We’re taught to be careful not to challenge others, especially if those people sit above you in your company or have more status in some other way. As a kid, you’re taught not to question your parents’ command to leave that cookie in the jar — you just have to obey them (or maybe sneak one when they’re not looking). In business, we don’t tell our bosses, coworkers, and employees everything they did wrong, because that would be rude, right?

“Challenging people generally pisses them off, and at first that doesn’t seem like a good way to build a relationship or to show that you ‘care personally,” Scott writes. However, she explains, you’ll find that most people will move past the annoyance or anger, especially if you indicate an openness to being challenged yourself.
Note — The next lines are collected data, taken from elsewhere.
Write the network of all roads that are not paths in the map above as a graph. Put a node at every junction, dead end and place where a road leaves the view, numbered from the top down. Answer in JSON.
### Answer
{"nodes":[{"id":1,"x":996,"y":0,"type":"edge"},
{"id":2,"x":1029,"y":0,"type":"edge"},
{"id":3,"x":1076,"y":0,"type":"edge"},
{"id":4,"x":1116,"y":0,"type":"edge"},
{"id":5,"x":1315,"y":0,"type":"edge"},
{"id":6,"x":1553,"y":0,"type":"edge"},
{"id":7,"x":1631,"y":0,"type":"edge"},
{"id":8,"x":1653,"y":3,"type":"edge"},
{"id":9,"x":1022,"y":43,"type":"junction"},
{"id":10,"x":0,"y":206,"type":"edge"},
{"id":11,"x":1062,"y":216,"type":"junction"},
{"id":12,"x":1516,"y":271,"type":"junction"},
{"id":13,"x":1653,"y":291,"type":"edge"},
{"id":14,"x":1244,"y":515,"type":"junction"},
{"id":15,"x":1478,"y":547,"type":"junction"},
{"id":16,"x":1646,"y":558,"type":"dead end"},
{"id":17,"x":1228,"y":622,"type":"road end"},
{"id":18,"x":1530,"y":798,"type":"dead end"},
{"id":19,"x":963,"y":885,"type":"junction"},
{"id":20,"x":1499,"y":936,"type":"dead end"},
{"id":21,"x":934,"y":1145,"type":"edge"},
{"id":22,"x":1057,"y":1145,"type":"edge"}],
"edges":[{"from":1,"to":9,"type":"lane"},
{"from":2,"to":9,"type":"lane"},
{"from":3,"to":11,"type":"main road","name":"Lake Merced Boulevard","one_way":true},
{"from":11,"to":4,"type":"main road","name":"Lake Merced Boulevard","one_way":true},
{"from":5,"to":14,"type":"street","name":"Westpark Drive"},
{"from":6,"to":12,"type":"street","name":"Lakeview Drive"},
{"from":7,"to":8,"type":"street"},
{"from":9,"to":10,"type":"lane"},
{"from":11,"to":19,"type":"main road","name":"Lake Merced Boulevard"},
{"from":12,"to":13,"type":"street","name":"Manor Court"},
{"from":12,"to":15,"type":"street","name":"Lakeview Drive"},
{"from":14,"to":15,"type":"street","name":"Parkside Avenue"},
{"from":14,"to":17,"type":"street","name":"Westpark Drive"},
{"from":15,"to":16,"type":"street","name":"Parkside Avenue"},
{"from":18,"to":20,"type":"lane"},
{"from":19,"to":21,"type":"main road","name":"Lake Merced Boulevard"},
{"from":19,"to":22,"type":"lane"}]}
It may seem foreign to most workplace cultures to challenge others and encourage them to challenge you, but it’s necessary for building the kinds of trusting relationships that Smith is after here. It shows you care enough to call out the good and the bad, and that you’re able to admit when you’re wrong. This candidness also shows you’re committed to finding real solutions.

It’s not about insults. Calling someone “a jerk” is not “radical candor.” If the feedback doesn’t exhibit that you ‘care personally’ it’s not going to work.

This brings us to open communication.

Open Communication

Radical Candor framework
The “Get Stuff Done Wheel” suggests that successful teamwork and collaboration is fostered by open and ongoing communication. Radical Candor

Scott stresses a culture of open communication in her workplace. She writes, “There are two dimensions to good guidance: care personally and challenge directly …. When you do both at the same time, it’s Radical Candor.”

Yes, it’s important to establish trust, and that may mean criticizing more than praising. Smith says, always be open in your communication, come from a place of truth and you’ll know that you’ve not only been true to yourself, but also to your subordinates.

Giving criticism sprinkled with praise encourages people to keep trying and keep improving. As Scott writes, “The best praise does a lot more than just make people feel good. It can actually challenge them directly.”